- **Your instructions**: Look through the data below. Collect every line where the word "Kottawa" occurs.

- **Records from a data source**:

◆ ◆ ◆

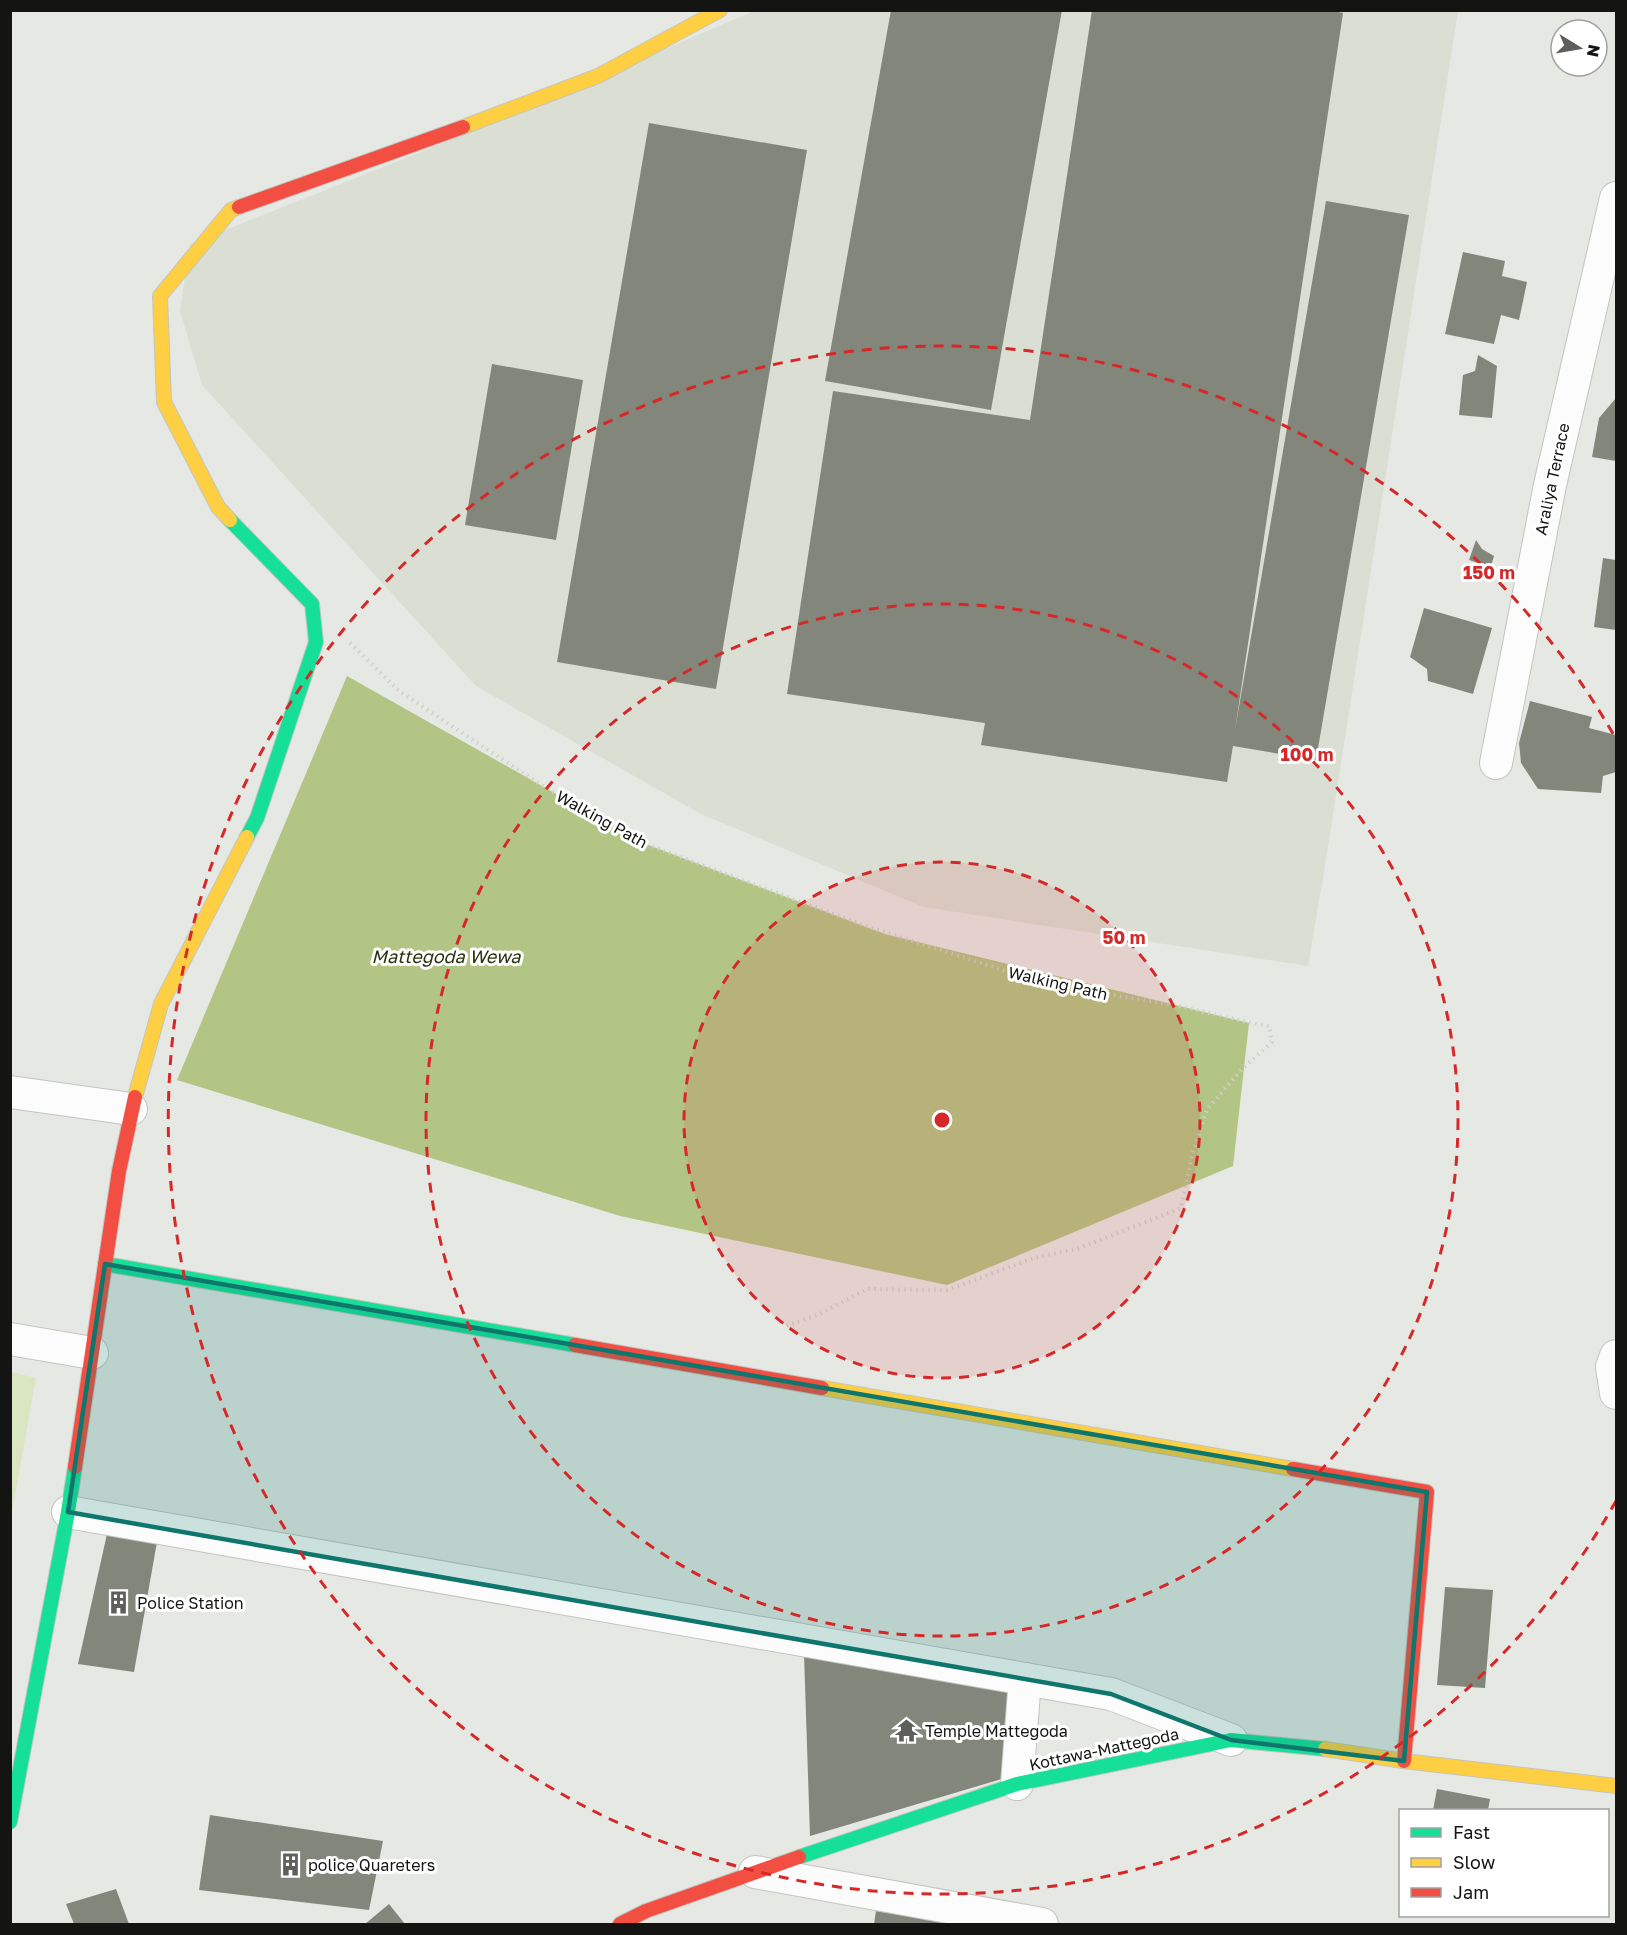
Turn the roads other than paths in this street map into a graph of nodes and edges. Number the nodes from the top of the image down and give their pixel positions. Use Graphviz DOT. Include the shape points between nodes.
graph roads {
  1 [pos="720,10"];
  2 [pos="1617,198"];
  3 [pos="1496,763"];
  4 [pos="10,1092"];
  5 [pos="132,1109"];
  6 [pos="105,1264"];
  7 [pos="10,1340"];
  8 [pos="92,1353"];
  9 [pos="1617,1356"];
  10 [pos="1617,1393"];
  11 [pos="68,1512"];
  12 [pos="1025,1679"];
  13 [pos="1231,1740"];
  14 [pos="18,1742"];
  15 [pos="1404,1761"];
  16 [pos="1017,1784"];
  17 [pos="1617,1786"];
  18 [pos="10,1822"];
  19 [pos="755,1872"];
  20 [pos="620,1924"];
  21 [pos="1042,1924"];
  1 -- 5 [label="street" via="598,76 231,210 160,296 164,402 218,507 312,604 316,642 256,818 161,1004"];
  2 -- 3 [label="street, Araliya Terrace" via="1550,485"];
  4 -- 5 [label="street"];
  5 -- 6 [label="street"];
  6 -- 8 [label="street"];
  6 -- 15 [label="street" via="1427,1492"];
  7 -- 8 [label="street"];
  8 -- 11 [label="street"];
  9 -- 10 [label="street" via="1612,1366"];
  11 -- 12 [label="street"];
  11 -- 14 [label="street"];
  12 -- 13 [label="street" via="1111,1694"];
  12 -- 16 [label="street"];
  13 -- 15 [label="street, Kottawa-Mattegoda" via="1306,1746"];
  13 -- 16 [label="street, Kottawa-Mattegoda"];
  14 -- 18 [label="street"];
  15 -- 17 [label="street, Kottawa-Mattegoda"];
  16 -- 19 [label="street, Kottawa-Mattegoda"];
  19 -- 20 [label="street, Kottawa-Mattegoda"];
  19 -- 21 [label="street"];
}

◆ ◆ ◆

- **Answer to the problem**:
  13 -- 15 [label="street, Kottawa-Mattegoda" via="1306,1746"];
  13 -- 16 [label="street, Kottawa-Mattegoda"];
  15 -- 17 [label="street, Kottawa-Mattegoda"];
  16 -- 19 [label="street, Kottawa-Mattegoda"];
  19 -- 20 [label="street, Kottawa-Mattegoda"];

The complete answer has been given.